POTSDAM -- Clarkson University is one of the most environmentally responsible colleges in the United States and Canada, according to the Princeton Review.
The company selected Clarkson for inclusion in the just-released third annual edition of its free, downloadable book, “The Princeton Review’s Guide to 322 Green Colleges: 2012 Edition.”
Clarkson joins the ranks of outstanding universities and colleges nationwide that are leading the “green” movement through special programs and initiatives.
Clarkson environmental initiatives include a greenhouse to grow vegetables in cold climates coupled with an anaerobic digester to convert food waste to energy, and two new minors in its curriculum, sustainable energy systems engineering and sustainable solutions for the developing world.
Clarkson has also adopted green building policies, such as a commitment to pursuing LEED Silver certification on all current and future construction.
In 2011, the new Technology Advancement Center building exceeded that requirement, achieving LEED Gold certification.
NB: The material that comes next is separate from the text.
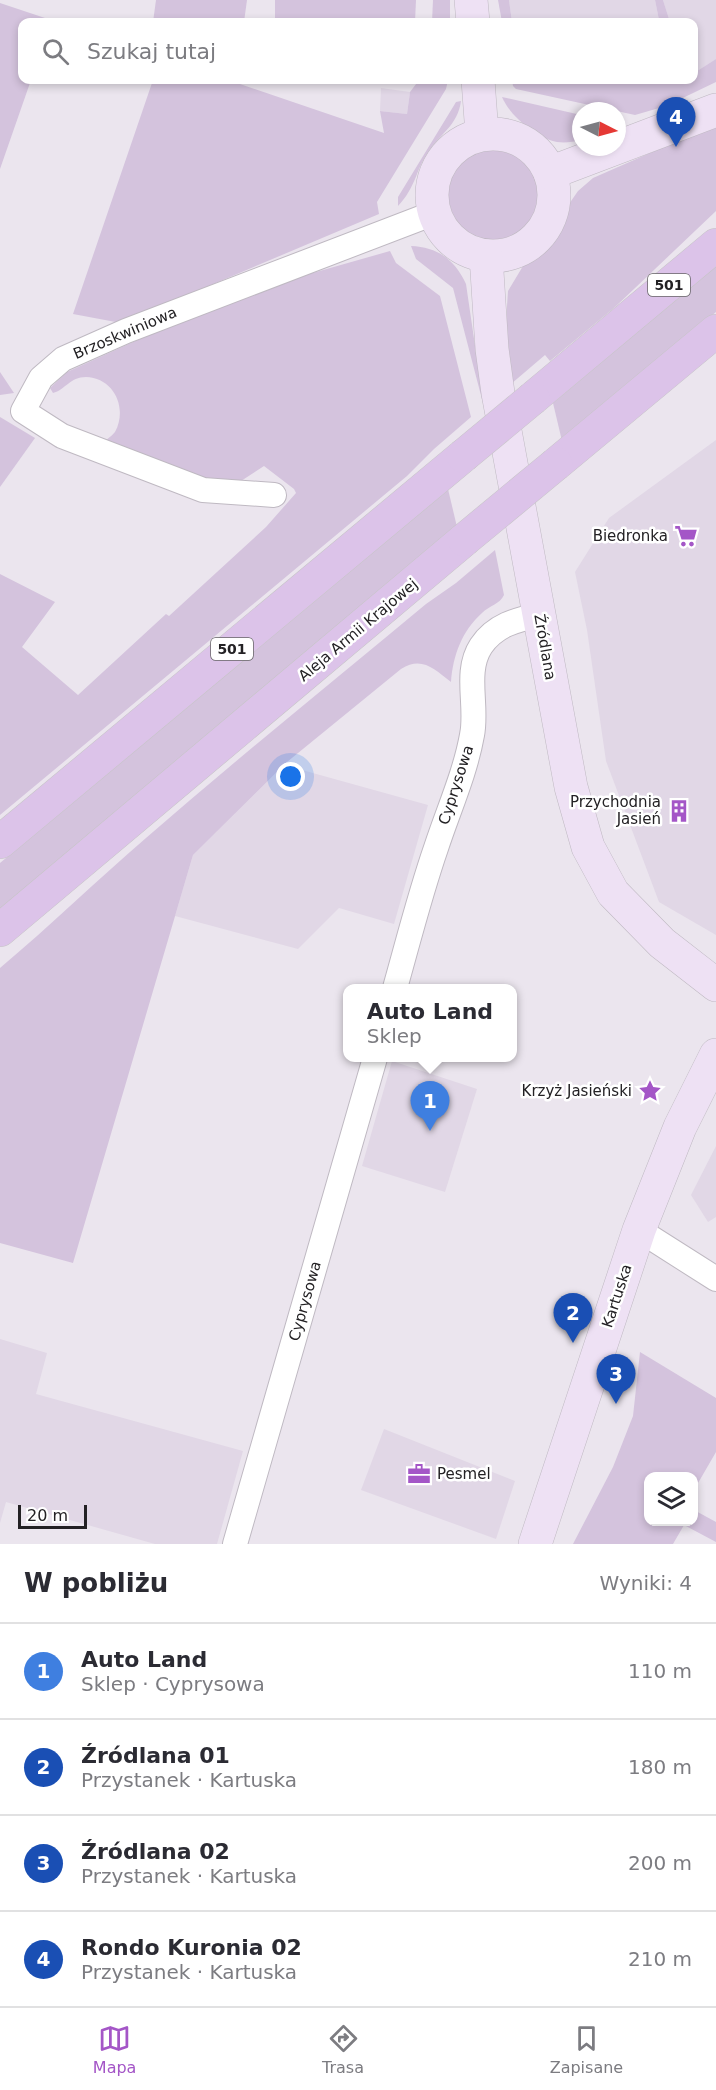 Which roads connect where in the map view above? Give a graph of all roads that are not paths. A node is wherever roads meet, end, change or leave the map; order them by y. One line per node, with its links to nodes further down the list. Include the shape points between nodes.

Clarkson’s Institute for a Sustainable Environment sponsors workshops, seminars, and a small grants program, as well as undergraduate and graduate-level research experiences on a variety of projects around renewable energy, clean water, and air quality.
Associate Director of Sustainability Susan E. Powers, the Spence Professor in Sustainable Environmental Systems, ensures that sustainable practices are incorporated into every aspect of campus life. And the data shows that students support these initiatives.
“A recent survey of freshmen shows that Clarkson students are more concerned with protecting the environment than typical freshmen at comparable private universities,” says Powers. “Fifty-five percent think that adopting green practices to protect the environment is essential or very important. In contrast, only 38 percent of freshman at the comparison schools thought so.”
Created by The Princeton Review in partnership with the U.S. Green Building Council, the guide is the only free, comprehensive guidebook profiling institutions of higher education that demonstrate a notable commitment to sustainability in their academic offerings, campus infrastructure, activities and career preparation. The Princeton Review chose the schools for the guide based on a survey of administrators at hundreds of colleges that the company polled in 2011 about their school’s sustainability initiatives.
Released on April 17, just a few days prior to the 42nd anniversary celebration of Earth Day, the guide has profiles of the colleges that provide application information plus facts, stats, and write-ups reporting on the schools’ environmentally related policies, practices and academic offerings.